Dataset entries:

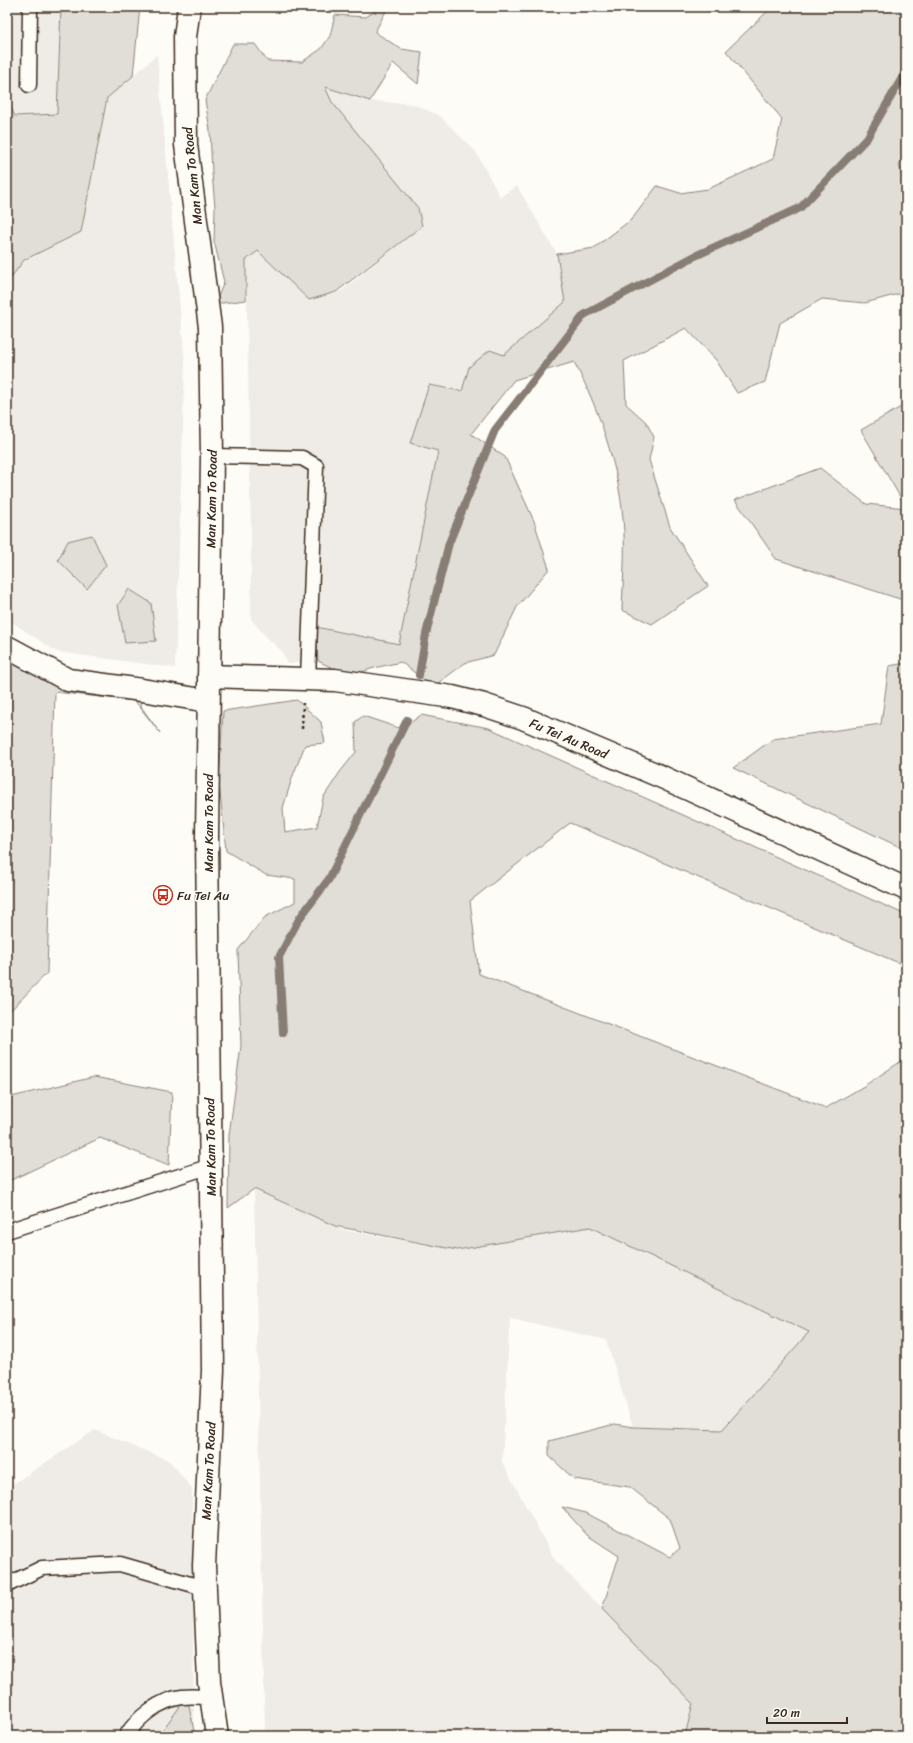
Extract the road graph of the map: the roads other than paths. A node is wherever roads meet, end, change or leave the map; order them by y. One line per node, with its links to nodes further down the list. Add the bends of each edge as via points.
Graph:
1 (30, 7): 3 (lane)
2 (189, 7): 4 (main road, Man Kam To Road, via 186,37 186,145 210,327)
3 (29, 85)
4 (212, 456): 6 (main road, Man Kam To Road); 7 (lane, via 302,458 316,466)
5 (7, 647): 8 (main road, via 68,680)
6 (209, 676): 7 (main road, Fu Tei Au Road); 8 (main road, Man Kam To Road)
7 (306, 689): 9 (main road, Fu Tei Au Road, via 335,680 484,704 662,777)
8 (208, 701): 10 (main road, Man Kam To Road)
9 (906, 889)
10 (211, 1166): 11 (lane); 13 (main road, Man Kam To Road, via 213,1370)
11 (7, 1231)
12 (7, 1585): 13 (lane, via 42,1568 120,1564)
13 (204, 1588): 14 (main road, Man Kam To Road)
14 (210, 1697): 15 (lane, via 181,1697 162,1703 143,1717); 16 (main road, Man Kam To Road)
15 (126, 1736)
16 (217, 1736)

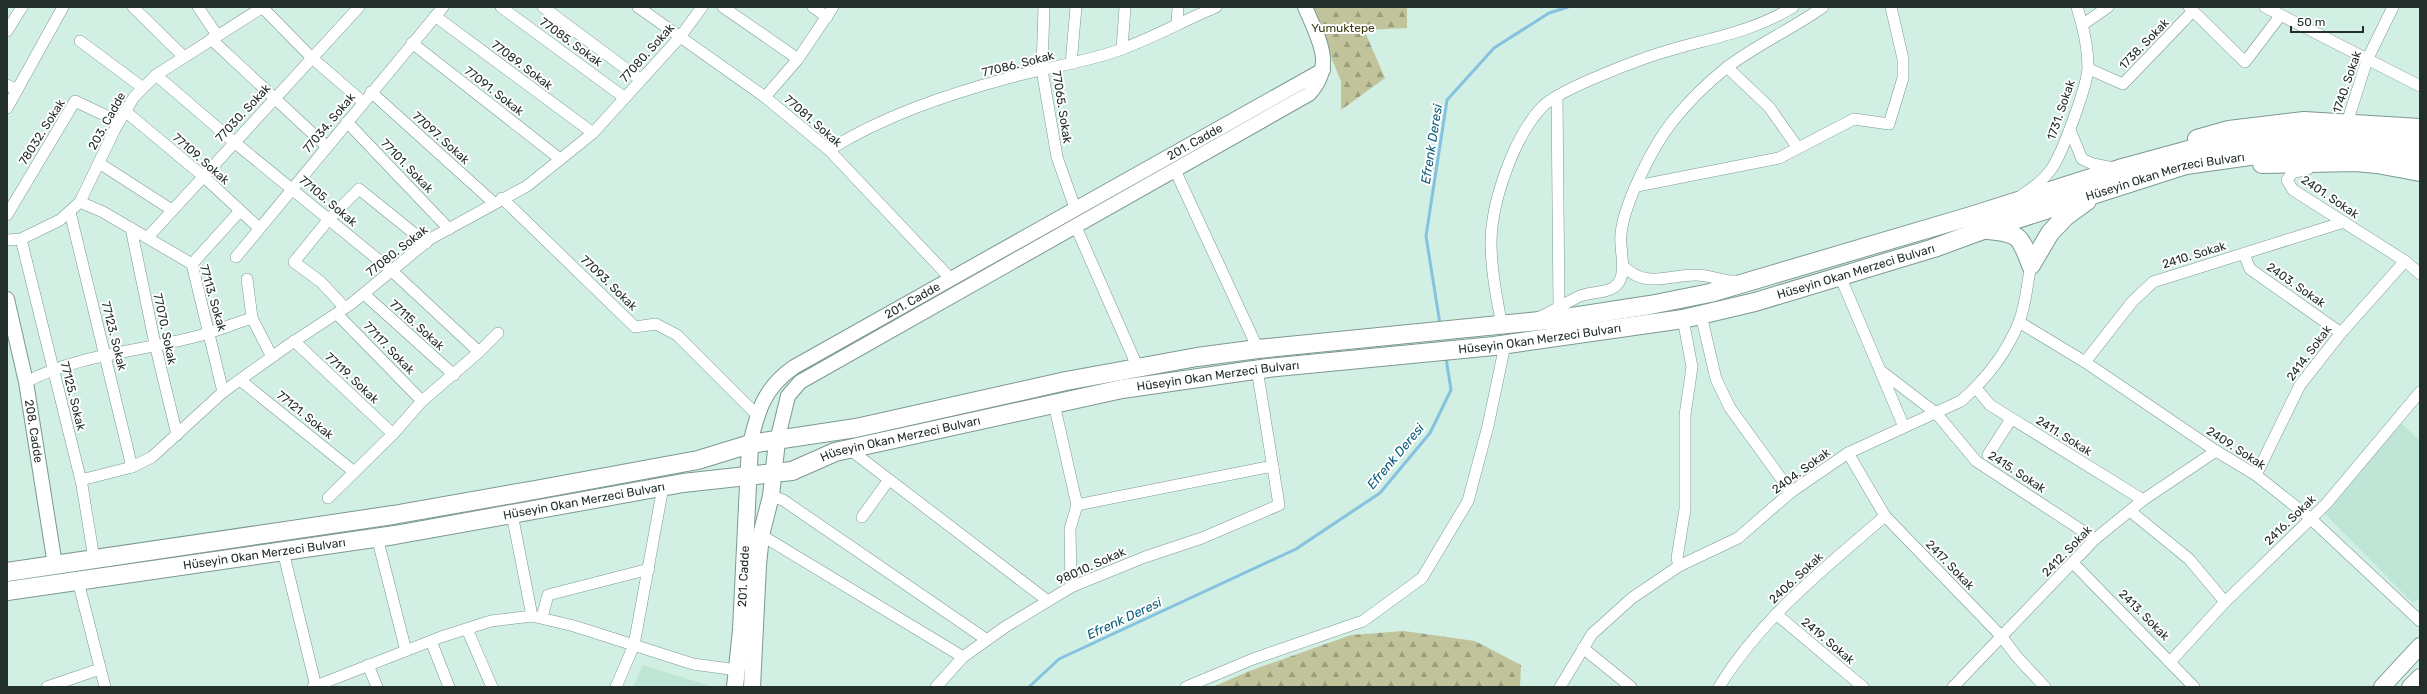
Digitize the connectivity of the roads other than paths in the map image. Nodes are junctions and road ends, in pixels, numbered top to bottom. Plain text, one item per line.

### BRIEF
An exact repetition of all the records above is required, excluding the pictures.

### ANSWER TO THIS EXERCISE
Extract the road graph of the map: the roads other than paths. A node is wherever roads meet, end, change or leave the map; order them by y. One line per node, with its links to nodes further down the list. Add the bends of each edge as via points.
Graph:
1 (30, 7): 3 (lane)
2 (189, 7): 4 (main road, Man Kam To Road, via 186,37 186,145 210,327)
3 (29, 85)
4 (212, 456): 6 (main road, Man Kam To Road); 7 (lane, via 302,458 316,466)
5 (7, 647): 8 (main road, via 68,680)
6 (209, 676): 7 (main road, Fu Tei Au Road); 8 (main road, Man Kam To Road)
7 (306, 689): 9 (main road, Fu Tei Au Road, via 335,680 484,704 662,777)
8 (208, 701): 10 (main road, Man Kam To Road)
9 (906, 889)
10 (211, 1166): 11 (lane); 13 (main road, Man Kam To Road, via 213,1370)
11 (7, 1231)
12 (7, 1585): 13 (lane, via 42,1568 120,1564)
13 (204, 1588): 14 (main road, Man Kam To Road)
14 (210, 1697): 15 (lane, via 181,1697 162,1703 143,1717); 16 (main road, Man Kam To Road)
15 (126, 1736)
16 (217, 1736)

Digitize the connectivity of the roads other than paths in the map image. Nodes are junctions and road ends, in pixels, numbered top to bottom. Plain text, one item per line.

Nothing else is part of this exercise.